M.L. King (10-0), which has won its region for three years running, has been a No. 1 seed in the playoffs for four of the last six years, and it will be considered one of the favorites to contend for the state title.

When asked if he felt the draw was a harsh one, Sequoyah coach James Teter dismissed the idea that he was dissatisfied with the matchup.

“It is what it is,” said Teter, who faced M.L. King twice as a coach at Dunwoody, losing both meetings. “We don’t control it. There is nothing that we can really do. We’ll take it and do the best we can with it.”

When asked what the Chiefs were doing differently to prepare for an opponent that averages 32 points a game offensively while only allowing 10 — and in one of the toughest regions in Class AAAAA — Teter’s answer was simple.

Nothing.

“We haven’t changed a thing,” he said. “We have been doing the same things in practice that we always do. If you change a lot of things, it would send an alarm to the kids that we are panicking, and we’re not.”

For Teter, the key to winning Friday is to keep things simple.

“We’re not going to try a bunch of things that will confuse our kids,” he said. “We are going to stick with what got us here.”

Just as it has in every game they’ve played this season, Sequoyah will rely on its Wing-T rushing attack, spearheaded by the classification’s leading rusher, Blake Ingleton, to put points on the board.

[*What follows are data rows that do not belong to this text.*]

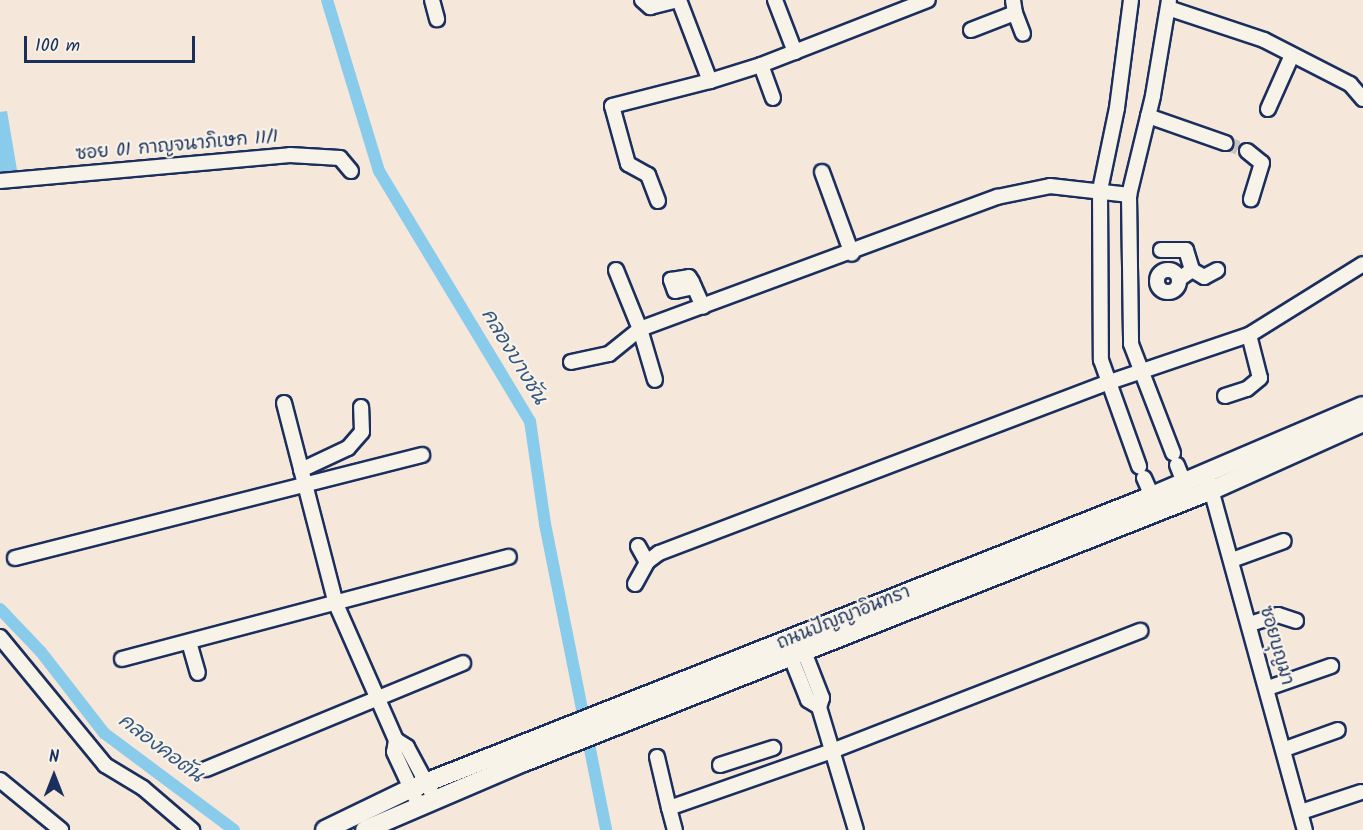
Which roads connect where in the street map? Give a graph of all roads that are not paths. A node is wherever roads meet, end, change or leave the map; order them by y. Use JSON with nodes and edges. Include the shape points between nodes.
{"nodes":[{"id":1,"x":432,"y":0,"type":"edge"},
{"id":2,"x":642,"y":0,"type":"edge"},
{"id":3,"x":679,"y":0,"type":"edge"},
{"id":4,"x":775,"y":0,"type":"edge"},
{"id":5,"x":887,"y":0,"type":"edge"},
{"id":6,"x":928,"y":0,"type":"edge"},
{"id":7,"x":1128,"y":1,"type":"edge"},
{"id":8,"x":1168,"y":4,"type":"edge"},
{"id":9,"x":1014,"y":7,"type":"edge"},
{"id":10,"x":892,"y":14,"type":"junction"},
{"id":11,"x":437,"y":19,"type":"dead end"},
{"id":12,"x":971,"y":30,"type":"dead end"},
{"id":13,"x":1023,"y":34,"type":"dead end"},
{"id":14,"x":795,"y":52,"type":"junction"},
{"id":15,"x":1292,"y":55,"type":"junction"},
{"id":16,"x":761,"y":65,"type":"junction"},
{"id":17,"x":710,"y":81,"type":"junction"},
{"id":18,"x":773,"y":98,"type":"dead end"},
{"id":19,"x":1363,"y":99,"type":"edge"},
{"id":20,"x":1268,"y":109,"type":"dead end"},
{"id":21,"x":1148,"y":116,"type":"junction"},
{"id":22,"x":1225,"y":143,"type":"tunnel mouth"},
{"id":23,"x":1247,"y":151,"type":"tunnel mouth"},
{"id":24,"x":351,"y":171,"type":"dead end"},
{"id":25,"x":822,"y":172,"type":"dead end"},
{"id":26,"x":0,"y":181,"type":"edge"},
{"id":27,"x":1100,"y":190,"type":"junction"},
{"id":28,"x":1129,"y":195,"type":"junction"},
{"id":29,"x":1251,"y":199,"type":"dead end"},
{"id":30,"x":658,"y":201,"type":"dead end"},
{"id":31,"x":1161,"y":250,"type":"dead end"},
{"id":32,"x":852,"y":254,"type":"junction"},
{"id":33,"x":1363,"y":264,"type":"edge"},
{"id":34,"x":616,"y":270,"type":"dead end"},
{"id":35,"x":1192,"y":270,"type":"junction"},
{"id":36,"x":1217,"y":270,"type":"dead end"},
{"id":37,"x":1130,"y":280,"type":"junction"},
{"id":38,"x":694,"y":287,"type":"dead end"},
{"id":39,"x":703,"y":307,"type":"junction"},
{"id":40,"x":640,"y":329,"type":"junction"},
{"id":41,"x":1250,"y":335,"type":"junction"},
{"id":42,"x":571,"y":362,"type":"dead end"},
{"id":43,"x":1143,"y":371,"type":"junction"},
{"id":44,"x":655,"y":380,"type":"dead end"},
{"id":45,"x":1107,"y":383,"type":"junction"},
{"id":46,"x":1225,"y":396,"type":"dead end"},
{"id":47,"x":284,"y":403,"type":"dead end"},
{"id":48,"x":1363,"y":406,"type":"edge"},
{"id":49,"x":361,"y":407,"type":"dead end"},
{"id":50,"x":1363,"y":422,"type":"edge"},
{"id":51,"x":422,"y":456,"type":"dead end"},
{"id":52,"x":1178,"y":466,"type":"junction"},
{"id":53,"x":301,"y":470,"type":"junction"},
{"id":54,"x":1209,"y":481,"type":"junction"},
{"id":55,"x":305,"y":485,"type":"junction"},
{"id":56,"x":1152,"y":496,"type":"junction"},
{"id":57,"x":1284,"y":541,"type":"dead end"},
{"id":58,"x":638,"y":546,"type":"dead end"},
{"id":59,"x":15,"y":558,"type":"dead end"},
{"id":60,"x":509,"y":558,"type":"dead end"},
{"id":61,"x":1232,"y":560,"type":"junction"},
{"id":62,"x":647,"y":562,"type":"junction"},
{"id":63,"x":635,"y":584,"type":"dead end"},
{"id":64,"x":336,"y":604,"type":"junction"},
{"id":65,"x":1296,"y":621,"type":"dead end"},
{"id":66,"x":1250,"y":624,"type":"junction"},
{"id":67,"x":1140,"y":631,"type":"dead end"},
{"id":68,"x":0,"y":637,"type":"edge"},
{"id":69,"x":189,"y":642,"type":"junction"},
{"id":70,"x":795,"y":648,"type":"junction"},
{"id":71,"x":122,"y":659,"type":"dead end"},
{"id":72,"x":463,"y":663,"type":"dead end"},
{"id":73,"x":1331,"y":666,"type":"dead end"},
{"id":74,"x":198,"y":673,"type":"dead end"},
{"id":75,"x":1268,"y":688,"type":"junction"},
{"id":76,"x":379,"y":698,"type":"junction"},
{"id":77,"x":1338,"y":730,"type":"dead end"},
{"id":78,"x":773,"y":748,"type":"dead end"},
{"id":79,"x":1285,"y":749,"type":"junction"},
{"id":80,"x":832,"y":751,"type":"junction"},
{"id":81,"x":755,"y":754,"type":"junction"},
{"id":82,"x":657,"y":757,"type":"dead end"},
{"id":83,"x":720,"y":765,"type":"dead end"},
{"id":84,"x":206,"y":769,"type":"dead end"},
{"id":85,"x":763,"y":776,"type":"junction"},
{"id":86,"x":0,"y":780,"type":"edge"},
{"id":87,"x":1361,"y":792,"type":"dead end"},
{"id":88,"x":423,"y":794,"type":"junction"},
{"id":89,"x":669,"y":808,"type":"junction"},
{"id":90,"x":1300,"y":812,"type":"junction"},
{"id":91,"x":61,"y":830,"type":"edge"},
{"id":92,"x":192,"y":830,"type":"edge"},
{"id":93,"x":325,"y":830,"type":"edge"},
{"id":94,"x":365,"y":830,"type":"edge"},
{"id":95,"x":675,"y":830,"type":"edge"},
{"id":96,"x":856,"y":830,"type":"edge"},
{"id":97,"x":1305,"y":830,"type":"edge"}],
"edges":[{"from":1,"to":11,"type":"street"},
{"from":2,"to":3,"type":"street","via":[[650,7]]},
{"from":3,"to":17,"type":"street"},
{"from":4,"to":14,"type":"street"},
{"from":5,"to":10,"type":"street"},
{"from":6,"to":10,"type":"street"},
{"from":7,"to":27,"type":"street","via":[[1117,108]]},
{"from":8,"to":15,"type":"street"},
{"from":8,"to":21,"type":"street"},
{"from":9,"to":12,"type":"street"},
{"from":9,"to":13,"type":"street"},
{"from":10,"to":14,"type":"street"},
{"from":14,"to":16,"type":"street"},
{"from":15,"to":19,"type":"street","via":[[1350,84]]},
{"from":15,"to":20,"type":"street"},
{"from":16,"to":17,"type":"street"},
{"from":16,"to":18,"type":"street"},
{"from":17,"to":30,"type":"street","via":[[612,106],[628,164],[648,175]]},
{"from":21,"to":22,"type":"street"},
{"from":21,"to":28,"type":"street"},
{"from":23,"to":29,"type":"street","via":[[1262,163]]},
{"from":24,"to":26,"type":"street","name":"ซอย 01 กาญจนาภิเษก 11/1","via":[[340,158],[290,155]]},
{"from":25,"to":32,"type":"street"},
{"from":27,"to":28,"type":"street"},
{"from":27,"to":32,"type":"street","via":[[1029,188]]},
{"from":27,"to":45,"type":"street","via":[[1101,360]]},
{"from":28,"to":37,"type":"street"},
{"from":31,"to":35,"type":"street","via":[[1186,250]]},
{"from":32,"to":39,"type":"street"},
{"from":33,"to":41,"type":"street"},
{"from":34,"to":40,"type":"street"},
{"from":35,"to":36,"type":"street","via":[[1204,277]]},
{"from":35,"to":37,"type":"street","via":[[1179,279],[1167,270],[1157,282]]},
{"from":37,"to":43,"type":"street","via":[[1131,344]]},
{"from":38,"to":39,"type":"street"},
{"from":39,"to":40,"type":"street"},
{"from":40,"to":42,"type":"street","via":[[609,354]]},
{"from":40,"to":44,"type":"street"},
{"from":41,"to":43,"type":"street"},
{"from":41,"to":46,"type":"street","via":[[1260,378],[1247,389]]},
{"from":43,"to":45,"type":"street"},
{"from":43,"to":52,"type":"street"},
{"from":45,"to":56,"type":"street"},
{"from":45,"to":62,"type":"street","via":[[659,553]]},
{"from":47,"to":53,"type":"street"},
{"from":48,"to":54,"type":"main road","name":"ถนนปัญญาอินทรา"},
{"from":49,"to":53,"type":"street","via":[[362,432],[348,448]]},
{"from":50,"to":54,"type":"main road","name":"ถนนปัญญาอินทรา"},
{"from":51,"to":55,"type":"street"},
{"from":52,"to":54,"type":"main road","name":"ถนนปัญญาอินทรา"},
{"from":52,"to":56,"type":"main road","name":"ถนนปัญญาอินทรา"},
{"from":53,"to":55,"type":"street"},
{"from":54,"to":61,"type":"street","name":"ซอยบุญมา"},
{"from":54,"to":70,"type":"main road","name":"ถนนปัญญาอินทรา"},
{"from":55,"to":59,"type":"street"},
{"from":55,"to":64,"type":"street"},
{"from":56,"to":70,"type":"main road","name":"ถนนปัญญาอินทรา"},
{"from":57,"to":61,"type":"street"},
{"from":58,"to":62,"type":"street"},
{"from":60,"to":64,"type":"street"},
{"from":61,"to":66,"type":"street","name":"ซอยบุญมา"},
{"from":62,"to":63,"type":"street"},
{"from":64,"to":69,"type":"street"},
{"from":64,"to":76,"type":"street"},
{"from":65,"to":66,"type":"street","via":[[1278,615]]},
{"from":66,"to":75,"type":"street","name":"ซอยบุญมา"},
{"from":67,"to":80,"type":"street"},
{"from":68,"to":92,"type":"street","via":[[105,765],[142,788]]},
{"from":69,"to":71,"type":"street"},
{"from":69,"to":74,"type":"street"},
{"from":70,"to":80,"type":"street","via":[[822,698],[819,707]]},
{"from":70,"to":88,"type":"main road","name":"ถนนปัญญาอินทรา"},
{"from":72,"to":76,"type":"street"},
{"from":73,"to":75,"type":"street"},
{"from":75,"to":79,"type":"street","name":"ซอยบุญมา"},
{"from":76,"to":84,"type":"street"},
{"from":76,"to":88,"type":"street","via":[[396,740],[394,752]]},
{"from":77,"to":79,"type":"street"},
{"from":78,"to":81,"type":"street"},
{"from":79,"to":90,"type":"street","name":"ซอยบุญมา"},
{"from":80,"to":85,"type":"street"},
{"from":80,"to":96,"type":"street"},
{"from":81,"to":83,"type":"street"},
{"from":81,"to":85,"type":"street"},
{"from":82,"to":89,"type":"street"},
{"from":85,"to":89,"type":"street"},
{"from":86,"to":91,"type":"street"},
{"from":87,"to":90,"type":"street"},
{"from":88,"to":93,"type":"main road","name":"ถนนปัญญาอินทรา"},
{"from":88,"to":94,"type":"main road","name":"ถนนปัญญาอินทรา"},
{"from":89,"to":95,"type":"street"},
{"from":90,"to":97,"type":"street","name":"ซอยบุญมา"}]}
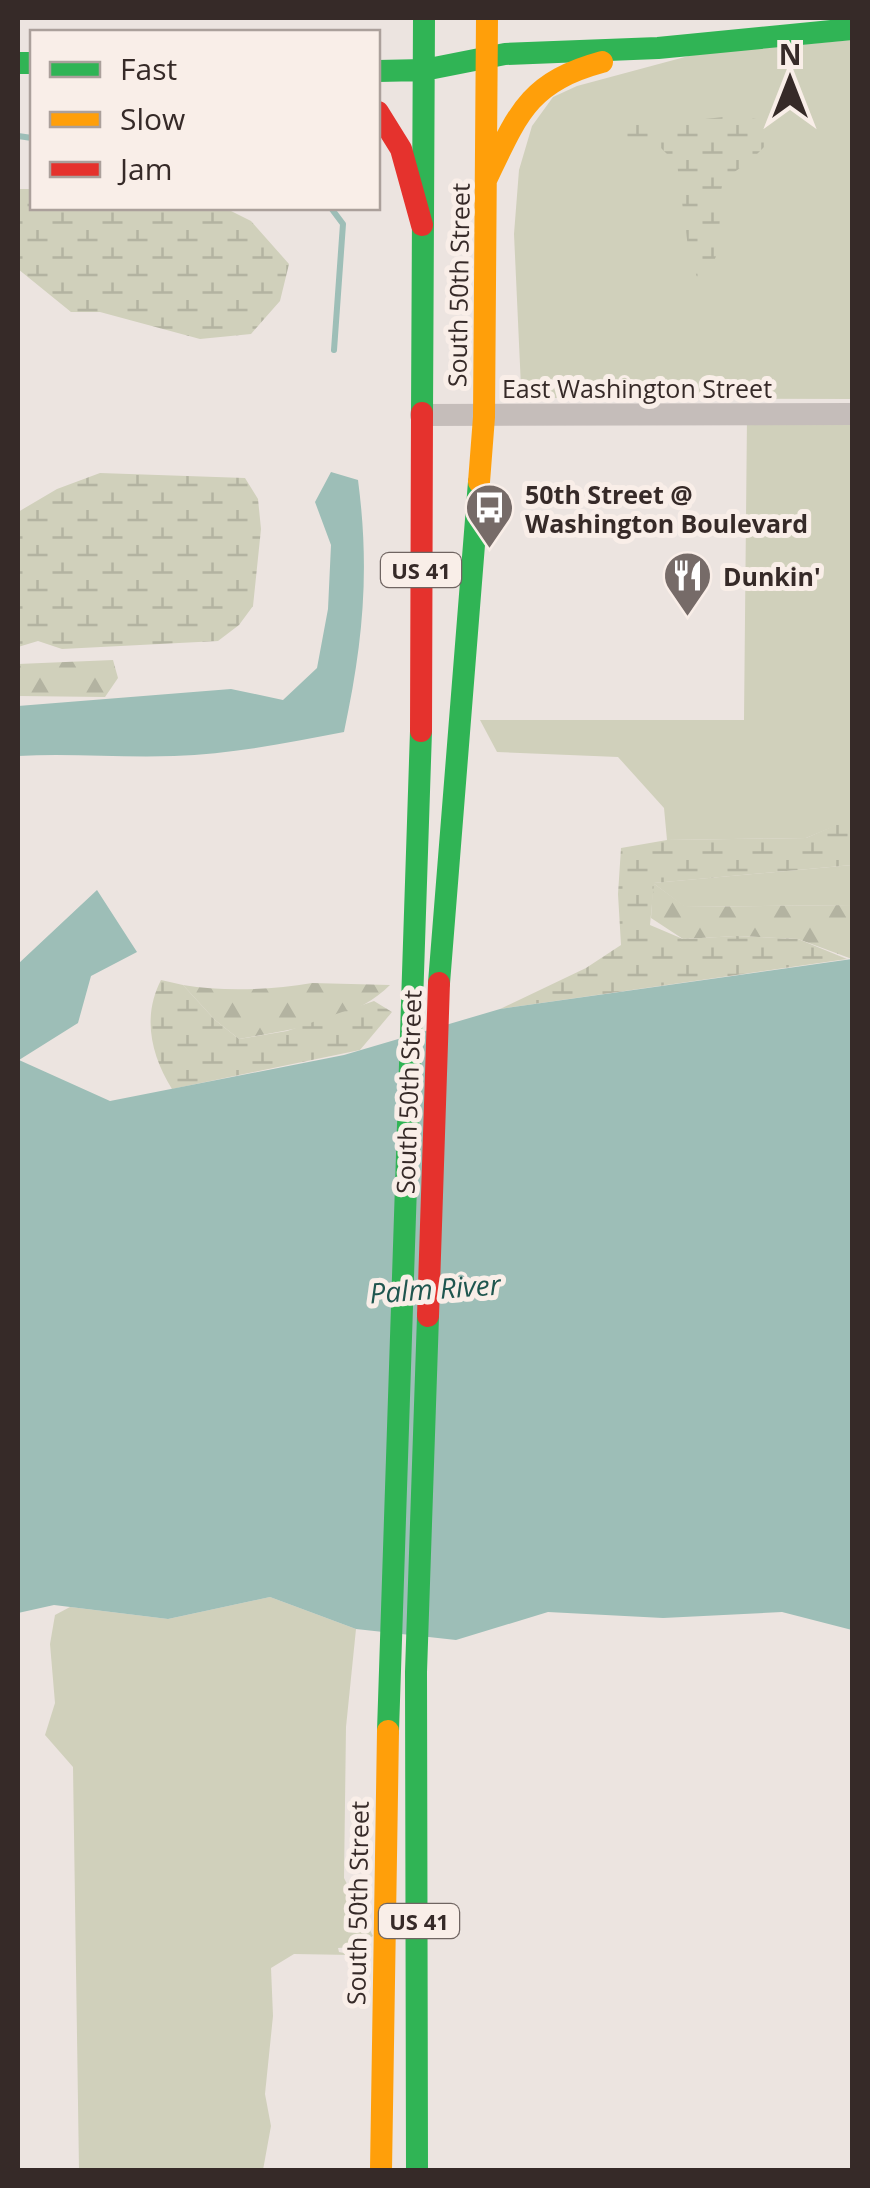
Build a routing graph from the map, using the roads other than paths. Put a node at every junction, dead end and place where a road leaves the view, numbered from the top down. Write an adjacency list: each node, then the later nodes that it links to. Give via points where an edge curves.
1 (424, 18): 6 (main road, South 50th Street / US 41)
2 (487, 18): 5 (main road, South 50th Street / US 41)
3 (852, 29): 4 (main road)
4 (658, 48): 5 (main road); 9 (main road, via 552,81 524,110)
5 (487, 57): 6 (main road); 9 (main road, South 50th Street / US 41)
6 (424, 70): 7 (main road); 10 (main road, South 50th Street / US 41)
7 (380, 71)
8 (380, 115): 10 (main road, via 401,149)
9 (487, 178): 13 (main road, South 50th Street / US 41)
10 (422, 225): 12 (main road, South 50th Street / US 41)
11 (852, 414): 13 (street, East Washington Street)
12 (422, 415): 13 (street, East Washington Street); 14 (main road, South 50th Street / US 41, via 420,726 389,1671)
13 (484, 417): 15 (main road, South 50th Street / US 41, via 440,946 416,1672)
14 (381, 2170)
15 (417, 2170)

For Ingleton and other running backs, such as Stuart Glassic and Dustin Dawson, to find the end zone, Teter believes a strong performance from the offensive line will be needed.

“If the five guys up front don’t open up some holes, it won’t matter what our running backs do,” Teter said. “If our line can hold their blocks and maintain them, we’ll have success running the ball.

“If not, it could be a long night.”

Defensively, the Chiefs will be tasked with stopping an M.L. King offense that attacks almost exclusively through the air.

“They throw it about every down,” Teter said. “It’s something rare that we don’t usually see, so we’ll have to shore up our secondary and make sure that our players understand their coverages.”

Though Teter knows the Chiefs will be the heavy underdog heading into Friday’s contest, he feels they have a chance to pull an upset.

“We’ve been the underdog all year long, so that’s OK with us,” he said. “If we play like we have been playing these last few weeks, I think this game will come down to the end.”